The data:
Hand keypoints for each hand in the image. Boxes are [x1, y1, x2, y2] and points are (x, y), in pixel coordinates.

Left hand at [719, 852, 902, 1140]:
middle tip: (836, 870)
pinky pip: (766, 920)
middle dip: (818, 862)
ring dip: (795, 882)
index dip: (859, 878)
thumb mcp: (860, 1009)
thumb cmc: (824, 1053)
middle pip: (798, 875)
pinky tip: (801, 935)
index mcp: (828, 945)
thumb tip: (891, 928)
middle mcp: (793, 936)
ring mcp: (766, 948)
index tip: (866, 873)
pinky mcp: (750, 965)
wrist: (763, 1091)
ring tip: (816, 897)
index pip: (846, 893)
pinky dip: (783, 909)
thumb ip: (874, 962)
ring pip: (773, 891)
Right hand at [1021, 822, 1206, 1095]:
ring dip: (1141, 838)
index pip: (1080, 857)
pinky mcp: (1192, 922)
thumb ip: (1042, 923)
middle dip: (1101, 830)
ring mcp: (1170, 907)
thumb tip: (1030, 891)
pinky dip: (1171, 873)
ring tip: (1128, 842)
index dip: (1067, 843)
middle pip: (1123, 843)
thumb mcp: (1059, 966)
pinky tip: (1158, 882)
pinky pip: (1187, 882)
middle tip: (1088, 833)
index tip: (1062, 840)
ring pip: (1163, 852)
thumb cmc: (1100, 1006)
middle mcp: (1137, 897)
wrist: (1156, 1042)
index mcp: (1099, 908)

* * *

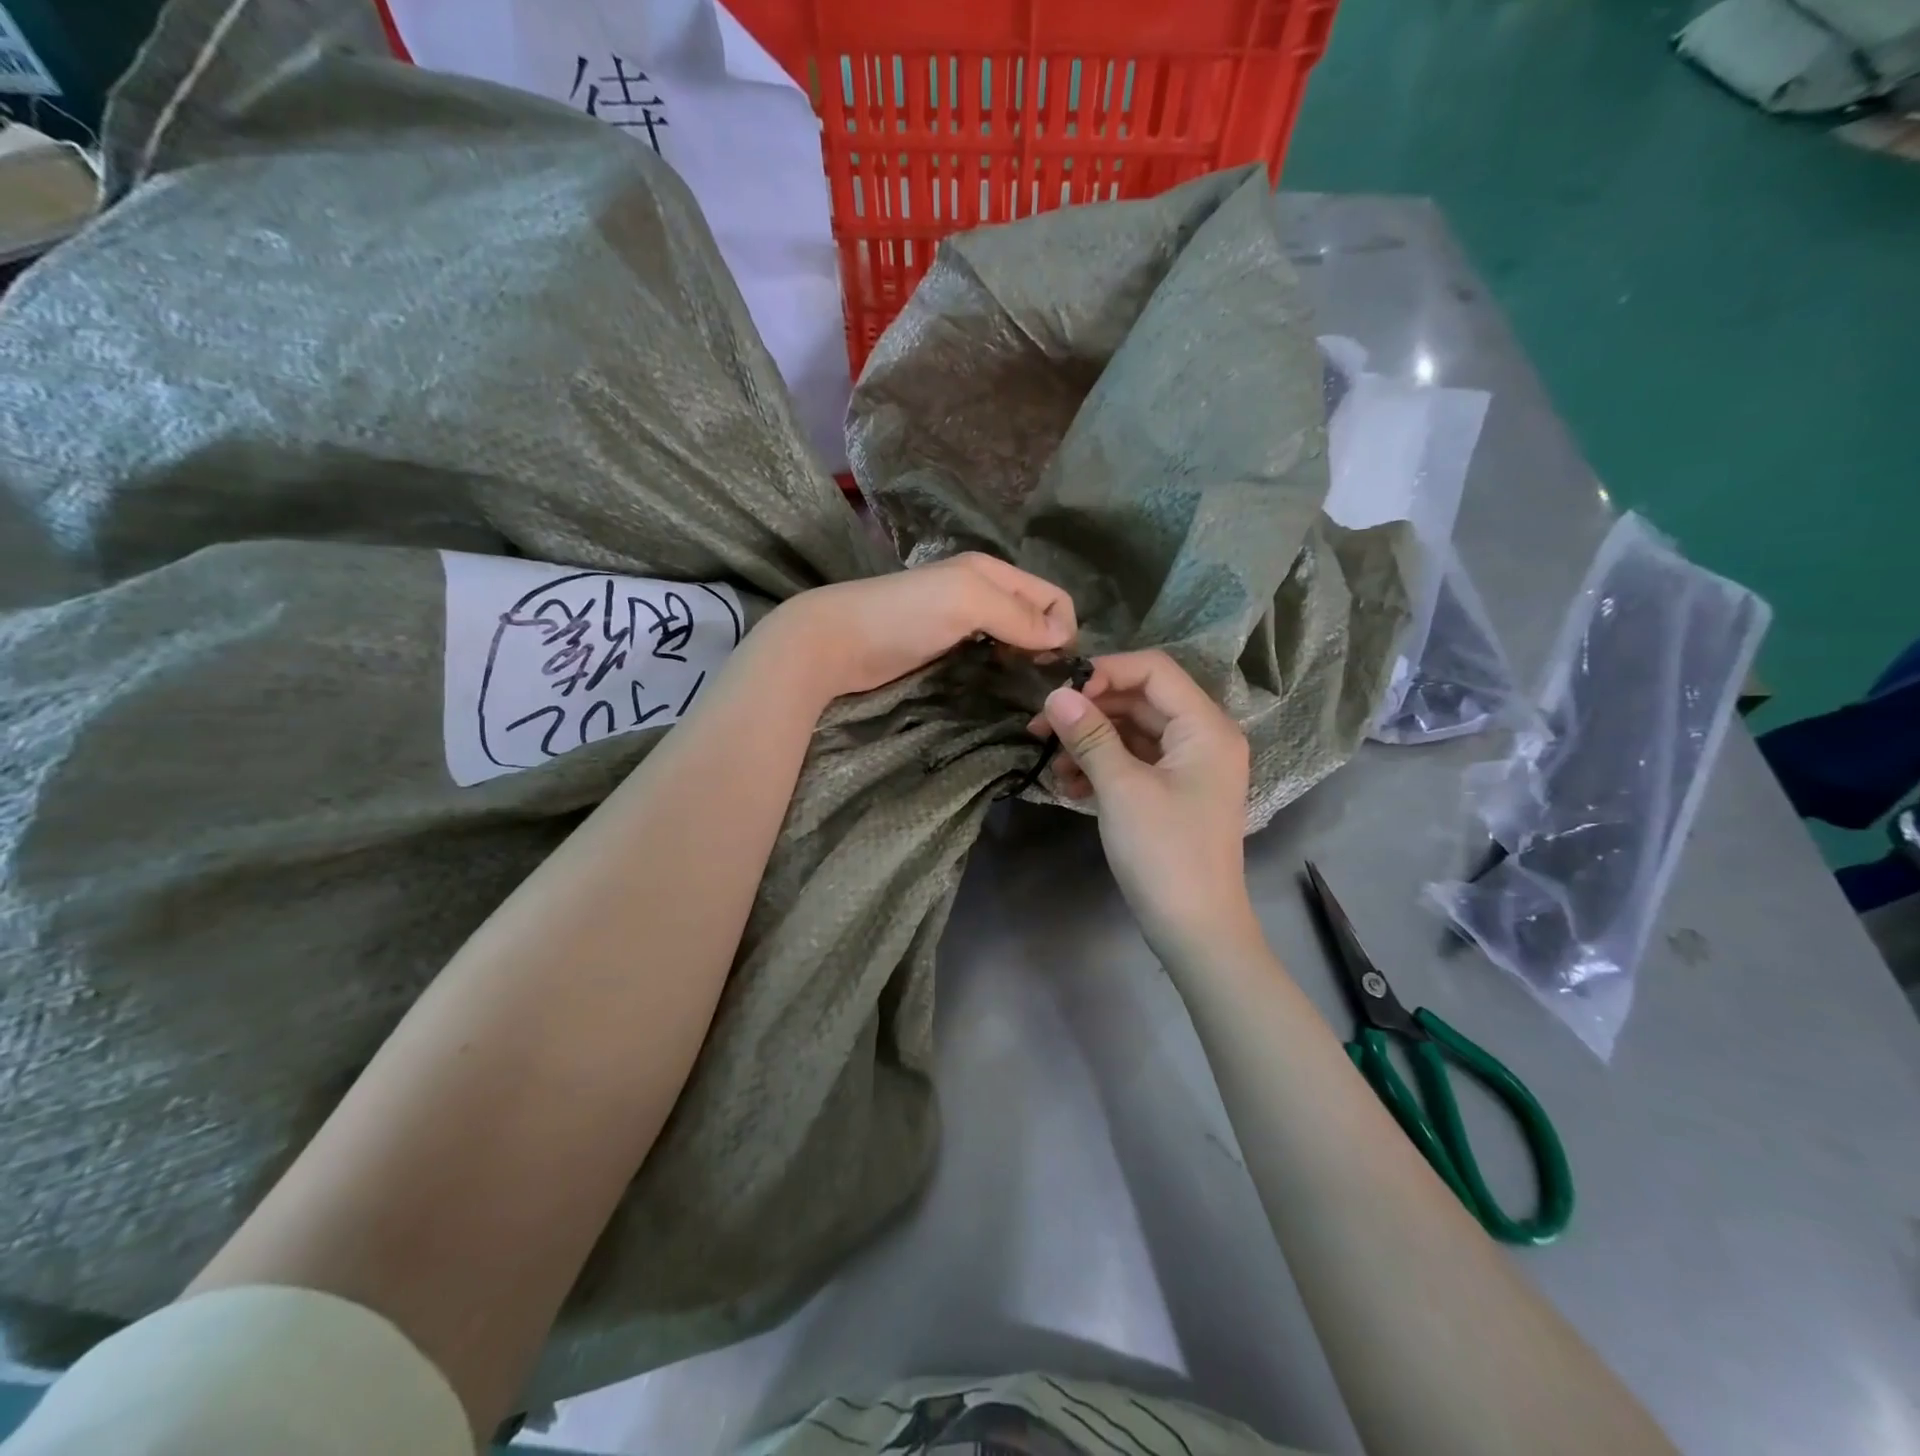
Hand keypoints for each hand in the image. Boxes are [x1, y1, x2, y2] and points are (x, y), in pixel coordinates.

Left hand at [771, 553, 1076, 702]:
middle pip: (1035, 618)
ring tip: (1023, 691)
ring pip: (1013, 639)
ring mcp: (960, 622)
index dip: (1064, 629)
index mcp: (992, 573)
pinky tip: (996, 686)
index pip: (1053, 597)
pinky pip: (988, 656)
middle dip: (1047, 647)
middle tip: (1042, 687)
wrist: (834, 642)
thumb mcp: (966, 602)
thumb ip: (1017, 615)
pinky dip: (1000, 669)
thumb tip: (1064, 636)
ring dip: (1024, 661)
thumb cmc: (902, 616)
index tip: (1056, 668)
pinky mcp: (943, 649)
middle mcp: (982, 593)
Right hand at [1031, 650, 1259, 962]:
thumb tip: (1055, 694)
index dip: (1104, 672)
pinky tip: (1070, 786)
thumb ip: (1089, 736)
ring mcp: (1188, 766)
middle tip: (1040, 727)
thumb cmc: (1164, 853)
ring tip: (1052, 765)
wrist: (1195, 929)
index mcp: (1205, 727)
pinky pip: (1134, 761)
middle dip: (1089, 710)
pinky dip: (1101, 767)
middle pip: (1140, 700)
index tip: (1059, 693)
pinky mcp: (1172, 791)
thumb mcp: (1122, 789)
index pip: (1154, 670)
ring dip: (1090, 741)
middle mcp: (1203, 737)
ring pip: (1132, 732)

Exercise requirements: Please give again the lines above between the line holding "pinky dip: (1101, 767)" and the line holding "ring pip: (1132, 732)", inclusive, exactly as they are and with nothing added.

Written reply:
pinky dip: (1101, 767)
middle pip: (1140, 700)
index tip: (1059, 693)
pinky mcp: (1172, 791)
thumb mcp: (1122, 789)
index pip: (1154, 670)
ring dip: (1090, 741)
middle mcp: (1203, 737)
ring pip: (1132, 732)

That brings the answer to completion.